Scharf tadelte sie das wieder und wieder und sagte Lothar wiederholt, daß Jonny als Enkelin eines Untergebenen gar kein passender Umgang für ihn sei.

Lothar fühlte, daß seine Mutter Jonny feindlich gesinnt war. Das tat ihm weh und eines Tages beichtete er der Großmutter sein Leid.

»Warum spricht nur Mama so verächtlich von Jonny? Ist es denn eine Schande, daß ihr Großvater Rendant in Wildenfels war?«

»Nein, mein Lothar, ganz gewiß nicht.«

»Der Herr Kandidat sagt auch – ob Arbeiterkind – ob Fürstenkind – beide müssen gut und tüchtig sein, wenn sie im Leben etwas gelten sollen.«

»Da hat der Herr Kandidat sehr recht.«

»Nun also, Jonny ist gewiß lieb und gut und mir ist's ganz egal, ob sie von Adel ist oder nicht. Ich habe sie lieb und freue mich sehr, daß sie bei uns ist.«

»Daran halte nur fest, mein Junge.«

»Großmama – warum ist Mama so ganz anders wie du und ich? Warum hat sie nicht wie alle andern Menschen im Schlosse die kleine Jonny lieb?«

Gräfin Thea seufzte.

»Mama kann nicht dafür, sie ist eben von ganz anderer Art als wir.«

Lothar nickte.

»Weißt du, manchmal muß ich denken, Mama kann wohl überhaupt niemand so richtig lieb haben – auch mich nicht.«

Die alte Dame erschrak.

»Kind – so etwas darfst du nicht denken. Mama kann es nur nicht so zeigen, wenn sie jemand lieb hat. Und darum ist sie sehr zu bedauern. Wir wollen sie trotzdem sehr lieb haben, nicht wahr?«

»Ja – ich will gewiß. Aber weißt du, es wäre viel leichter, wenn sie uns einmal zeigte, daß sie uns lieb hat.«

Gräfin Thea seufzte sorgenvoll. Susannes abweisendes Benehmen gegen Jonny tat ihr weh. Umso zärtlicher umfaßte sie im Herzen das Kind. Und daß Lothar von Tag zu Tag mehr an der Kleinen hing, freute sie innig.

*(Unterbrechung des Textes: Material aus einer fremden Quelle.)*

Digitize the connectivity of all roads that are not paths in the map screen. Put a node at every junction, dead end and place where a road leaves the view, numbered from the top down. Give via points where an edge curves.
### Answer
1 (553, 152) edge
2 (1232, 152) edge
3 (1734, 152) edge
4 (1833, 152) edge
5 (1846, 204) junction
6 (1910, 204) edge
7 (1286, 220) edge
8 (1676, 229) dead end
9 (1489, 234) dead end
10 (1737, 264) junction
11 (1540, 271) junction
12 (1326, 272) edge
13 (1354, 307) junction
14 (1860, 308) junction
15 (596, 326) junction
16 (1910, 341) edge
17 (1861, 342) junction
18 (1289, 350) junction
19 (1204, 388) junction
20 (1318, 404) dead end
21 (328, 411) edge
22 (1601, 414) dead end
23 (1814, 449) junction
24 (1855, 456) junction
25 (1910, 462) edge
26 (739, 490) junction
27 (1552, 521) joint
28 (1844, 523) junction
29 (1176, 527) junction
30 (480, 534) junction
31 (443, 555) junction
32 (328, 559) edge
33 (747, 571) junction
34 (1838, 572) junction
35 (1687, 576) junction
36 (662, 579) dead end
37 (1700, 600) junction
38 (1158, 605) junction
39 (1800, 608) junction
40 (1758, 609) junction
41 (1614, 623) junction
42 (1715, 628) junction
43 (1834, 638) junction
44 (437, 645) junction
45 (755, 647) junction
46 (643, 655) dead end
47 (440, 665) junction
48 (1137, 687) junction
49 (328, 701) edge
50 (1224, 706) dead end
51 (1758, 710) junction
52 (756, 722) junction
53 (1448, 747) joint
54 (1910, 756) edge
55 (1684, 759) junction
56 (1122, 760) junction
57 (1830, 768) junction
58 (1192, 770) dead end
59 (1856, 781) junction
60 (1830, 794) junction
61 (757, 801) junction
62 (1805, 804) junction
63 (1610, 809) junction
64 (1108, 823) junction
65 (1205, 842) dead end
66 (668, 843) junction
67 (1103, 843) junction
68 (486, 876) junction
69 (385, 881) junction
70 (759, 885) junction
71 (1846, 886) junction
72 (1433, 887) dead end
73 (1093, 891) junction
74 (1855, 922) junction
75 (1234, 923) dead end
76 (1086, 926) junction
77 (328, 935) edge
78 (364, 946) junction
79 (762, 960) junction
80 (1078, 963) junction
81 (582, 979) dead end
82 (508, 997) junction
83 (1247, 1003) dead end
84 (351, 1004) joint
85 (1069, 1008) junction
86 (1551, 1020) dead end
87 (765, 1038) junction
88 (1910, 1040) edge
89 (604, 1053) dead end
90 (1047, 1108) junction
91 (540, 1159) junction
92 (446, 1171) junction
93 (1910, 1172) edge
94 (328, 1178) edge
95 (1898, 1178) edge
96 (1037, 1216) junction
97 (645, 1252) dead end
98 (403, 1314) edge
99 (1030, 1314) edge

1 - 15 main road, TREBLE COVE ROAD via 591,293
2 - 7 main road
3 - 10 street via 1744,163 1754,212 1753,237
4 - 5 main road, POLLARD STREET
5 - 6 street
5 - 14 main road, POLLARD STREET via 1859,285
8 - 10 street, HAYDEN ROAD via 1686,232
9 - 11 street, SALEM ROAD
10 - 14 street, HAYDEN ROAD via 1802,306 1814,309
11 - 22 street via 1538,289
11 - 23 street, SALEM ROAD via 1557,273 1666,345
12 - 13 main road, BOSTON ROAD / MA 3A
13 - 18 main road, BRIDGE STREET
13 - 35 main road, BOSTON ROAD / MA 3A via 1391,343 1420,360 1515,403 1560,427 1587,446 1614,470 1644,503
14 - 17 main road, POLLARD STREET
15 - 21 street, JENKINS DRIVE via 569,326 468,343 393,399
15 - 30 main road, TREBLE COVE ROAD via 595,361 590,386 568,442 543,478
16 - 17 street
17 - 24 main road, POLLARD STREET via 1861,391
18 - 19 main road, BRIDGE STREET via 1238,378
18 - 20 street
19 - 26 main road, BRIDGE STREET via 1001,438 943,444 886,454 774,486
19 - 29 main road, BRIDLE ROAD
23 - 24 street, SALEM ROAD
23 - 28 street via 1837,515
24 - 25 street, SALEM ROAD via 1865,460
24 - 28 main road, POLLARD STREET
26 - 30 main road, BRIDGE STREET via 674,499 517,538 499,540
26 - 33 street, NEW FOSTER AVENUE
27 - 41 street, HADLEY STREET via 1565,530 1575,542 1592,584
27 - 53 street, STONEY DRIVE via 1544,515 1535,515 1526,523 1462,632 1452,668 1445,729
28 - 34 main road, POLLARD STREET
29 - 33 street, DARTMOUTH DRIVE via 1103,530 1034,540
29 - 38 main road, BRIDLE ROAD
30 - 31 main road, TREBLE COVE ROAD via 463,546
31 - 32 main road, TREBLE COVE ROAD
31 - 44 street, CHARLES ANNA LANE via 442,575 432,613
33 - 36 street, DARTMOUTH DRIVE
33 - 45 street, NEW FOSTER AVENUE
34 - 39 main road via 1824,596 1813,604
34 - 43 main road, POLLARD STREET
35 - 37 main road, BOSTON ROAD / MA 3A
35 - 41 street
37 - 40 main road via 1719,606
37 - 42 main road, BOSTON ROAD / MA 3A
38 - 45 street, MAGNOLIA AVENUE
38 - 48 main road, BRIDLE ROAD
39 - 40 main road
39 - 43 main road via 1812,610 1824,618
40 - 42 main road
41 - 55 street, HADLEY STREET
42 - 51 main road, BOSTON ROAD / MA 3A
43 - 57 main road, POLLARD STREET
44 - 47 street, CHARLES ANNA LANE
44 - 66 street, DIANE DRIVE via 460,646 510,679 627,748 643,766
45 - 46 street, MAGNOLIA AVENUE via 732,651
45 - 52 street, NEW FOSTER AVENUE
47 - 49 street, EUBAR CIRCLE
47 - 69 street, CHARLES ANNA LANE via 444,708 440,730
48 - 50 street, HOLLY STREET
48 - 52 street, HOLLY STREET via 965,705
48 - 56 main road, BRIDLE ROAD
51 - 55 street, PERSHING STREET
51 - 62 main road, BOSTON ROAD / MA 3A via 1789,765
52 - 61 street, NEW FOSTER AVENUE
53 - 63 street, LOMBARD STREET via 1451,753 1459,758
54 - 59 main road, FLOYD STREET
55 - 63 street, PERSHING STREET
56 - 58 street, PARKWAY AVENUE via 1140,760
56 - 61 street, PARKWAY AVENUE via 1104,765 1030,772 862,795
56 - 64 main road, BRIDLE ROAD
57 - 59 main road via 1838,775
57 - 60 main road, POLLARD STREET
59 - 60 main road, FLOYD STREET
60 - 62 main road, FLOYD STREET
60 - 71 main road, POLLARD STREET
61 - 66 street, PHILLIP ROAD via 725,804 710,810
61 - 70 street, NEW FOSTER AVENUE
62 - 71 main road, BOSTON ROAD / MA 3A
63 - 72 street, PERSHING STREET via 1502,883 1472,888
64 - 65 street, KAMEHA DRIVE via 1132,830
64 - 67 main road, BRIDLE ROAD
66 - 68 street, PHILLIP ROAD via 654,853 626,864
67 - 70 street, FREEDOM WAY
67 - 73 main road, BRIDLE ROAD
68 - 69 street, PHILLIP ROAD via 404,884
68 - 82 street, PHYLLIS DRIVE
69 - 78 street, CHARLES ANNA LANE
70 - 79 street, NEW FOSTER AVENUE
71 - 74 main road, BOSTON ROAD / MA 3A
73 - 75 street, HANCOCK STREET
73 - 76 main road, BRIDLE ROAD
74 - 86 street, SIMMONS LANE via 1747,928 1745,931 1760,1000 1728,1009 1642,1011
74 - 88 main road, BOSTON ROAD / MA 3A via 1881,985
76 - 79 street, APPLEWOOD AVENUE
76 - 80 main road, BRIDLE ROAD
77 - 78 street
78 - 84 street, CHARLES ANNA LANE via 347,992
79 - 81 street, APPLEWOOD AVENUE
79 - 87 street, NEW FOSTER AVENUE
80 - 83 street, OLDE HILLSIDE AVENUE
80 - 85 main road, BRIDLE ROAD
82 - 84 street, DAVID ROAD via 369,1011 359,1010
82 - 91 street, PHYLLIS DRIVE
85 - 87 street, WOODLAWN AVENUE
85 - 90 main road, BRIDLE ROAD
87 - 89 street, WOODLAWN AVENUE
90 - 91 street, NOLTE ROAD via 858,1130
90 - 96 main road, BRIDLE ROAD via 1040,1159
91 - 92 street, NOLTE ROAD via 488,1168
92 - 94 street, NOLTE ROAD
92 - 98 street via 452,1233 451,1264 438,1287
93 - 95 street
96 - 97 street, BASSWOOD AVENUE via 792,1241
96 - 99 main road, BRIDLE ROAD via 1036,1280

Jonny hatte gleichfalls ihr ganzes Herz an Lothar gehängt. Sie zählte die Stunden, wenn er Unterricht hatte. Und oft stahl sie sich heimlich an die Tür des Schulzimmers und lauschte, ob sie seine Stimme hörte, dann war sie wieder für ein Weilchen zufrieden und sprang davon. Alle seine Freistunden widmete Lothar gewissenhaft seinem kleinen Schützlinge. Sogar Großmama kam zuweilen ein bißchen zu kurz, wenn schönes Wetter war und die Kinder im Parke herumtollten.